= EXERCISE INPUT =
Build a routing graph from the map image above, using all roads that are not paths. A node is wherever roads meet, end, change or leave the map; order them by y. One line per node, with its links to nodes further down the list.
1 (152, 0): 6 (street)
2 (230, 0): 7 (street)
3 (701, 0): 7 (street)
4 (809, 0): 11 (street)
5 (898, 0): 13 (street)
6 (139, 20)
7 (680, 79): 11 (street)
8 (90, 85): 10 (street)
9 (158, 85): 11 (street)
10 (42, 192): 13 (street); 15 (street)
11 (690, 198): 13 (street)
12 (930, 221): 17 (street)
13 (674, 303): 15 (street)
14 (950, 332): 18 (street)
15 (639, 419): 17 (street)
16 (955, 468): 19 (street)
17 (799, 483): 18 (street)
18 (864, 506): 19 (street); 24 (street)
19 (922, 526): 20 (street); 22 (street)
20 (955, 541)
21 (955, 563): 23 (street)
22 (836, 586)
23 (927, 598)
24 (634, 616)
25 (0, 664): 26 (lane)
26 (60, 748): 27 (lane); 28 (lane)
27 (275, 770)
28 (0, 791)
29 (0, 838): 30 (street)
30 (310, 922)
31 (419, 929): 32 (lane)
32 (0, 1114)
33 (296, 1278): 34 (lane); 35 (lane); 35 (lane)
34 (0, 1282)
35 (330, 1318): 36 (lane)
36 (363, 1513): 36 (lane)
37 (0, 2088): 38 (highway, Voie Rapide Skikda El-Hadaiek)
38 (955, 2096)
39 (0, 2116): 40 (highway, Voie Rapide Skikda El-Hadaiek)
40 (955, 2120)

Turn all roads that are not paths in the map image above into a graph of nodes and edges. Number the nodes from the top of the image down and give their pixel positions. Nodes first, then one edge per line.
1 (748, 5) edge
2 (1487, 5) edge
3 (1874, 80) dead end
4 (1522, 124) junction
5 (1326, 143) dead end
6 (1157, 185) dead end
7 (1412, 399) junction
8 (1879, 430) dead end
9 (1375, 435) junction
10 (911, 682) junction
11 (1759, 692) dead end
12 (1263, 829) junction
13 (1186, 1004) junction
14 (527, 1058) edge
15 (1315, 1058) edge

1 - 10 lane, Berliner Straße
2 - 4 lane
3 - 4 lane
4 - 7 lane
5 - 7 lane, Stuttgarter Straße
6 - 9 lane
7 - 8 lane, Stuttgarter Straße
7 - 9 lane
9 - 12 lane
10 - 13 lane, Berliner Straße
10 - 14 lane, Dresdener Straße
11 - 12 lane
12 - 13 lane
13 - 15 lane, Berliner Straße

= WHAT YOU SHOULD DO =
Transcribe all of the material exactly as it appears.

= RESPONSE =
Build a routing graph from the map image above, using all roads that are not paths. A node is wherever roads meet, end, change or leave the map; order them by y. One line per node, with its links to nodes further down the list.
1 (152, 0): 6 (street)
2 (230, 0): 7 (street)
3 (701, 0): 7 (street)
4 (809, 0): 11 (street)
5 (898, 0): 13 (street)
6 (139, 20)
7 (680, 79): 11 (street)
8 (90, 85): 10 (street)
9 (158, 85): 11 (street)
10 (42, 192): 13 (street); 15 (street)
11 (690, 198): 13 (street)
12 (930, 221): 17 (street)
13 (674, 303): 15 (street)
14 (950, 332): 18 (street)
15 (639, 419): 17 (street)
16 (955, 468): 19 (street)
17 (799, 483): 18 (street)
18 (864, 506): 19 (street); 24 (street)
19 (922, 526): 20 (street); 22 (street)
20 (955, 541)
21 (955, 563): 23 (street)
22 (836, 586)
23 (927, 598)
24 (634, 616)
25 (0, 664): 26 (lane)
26 (60, 748): 27 (lane); 28 (lane)
27 (275, 770)
28 (0, 791)
29 (0, 838): 30 (street)
30 (310, 922)
31 (419, 929): 32 (lane)
32 (0, 1114)
33 (296, 1278): 34 (lane); 35 (lane); 35 (lane)
34 (0, 1282)
35 (330, 1318): 36 (lane)
36 (363, 1513): 36 (lane)
37 (0, 2088): 38 (highway, Voie Rapide Skikda El-Hadaiek)
38 (955, 2096)
39 (0, 2116): 40 (highway, Voie Rapide Skikda El-Hadaiek)
40 (955, 2120)

Turn all roads that are not paths in the map image above into a graph of nodes and edges. Number the nodes from the top of the image down and give their pixel positions. Nodes first, then one edge per line.
1 (748, 5) edge
2 (1487, 5) edge
3 (1874, 80) dead end
4 (1522, 124) junction
5 (1326, 143) dead end
6 (1157, 185) dead end
7 (1412, 399) junction
8 (1879, 430) dead end
9 (1375, 435) junction
10 (911, 682) junction
11 (1759, 692) dead end
12 (1263, 829) junction
13 (1186, 1004) junction
14 (527, 1058) edge
15 (1315, 1058) edge

1 - 10 lane, Berliner Straße
2 - 4 lane
3 - 4 lane
4 - 7 lane
5 - 7 lane, Stuttgarter Straße
6 - 9 lane
7 - 8 lane, Stuttgarter Straße
7 - 9 lane
9 - 12 lane
10 - 13 lane, Berliner Straße
10 - 14 lane, Dresdener Straße
11 - 12 lane
12 - 13 lane
13 - 15 lane, Berliner Straße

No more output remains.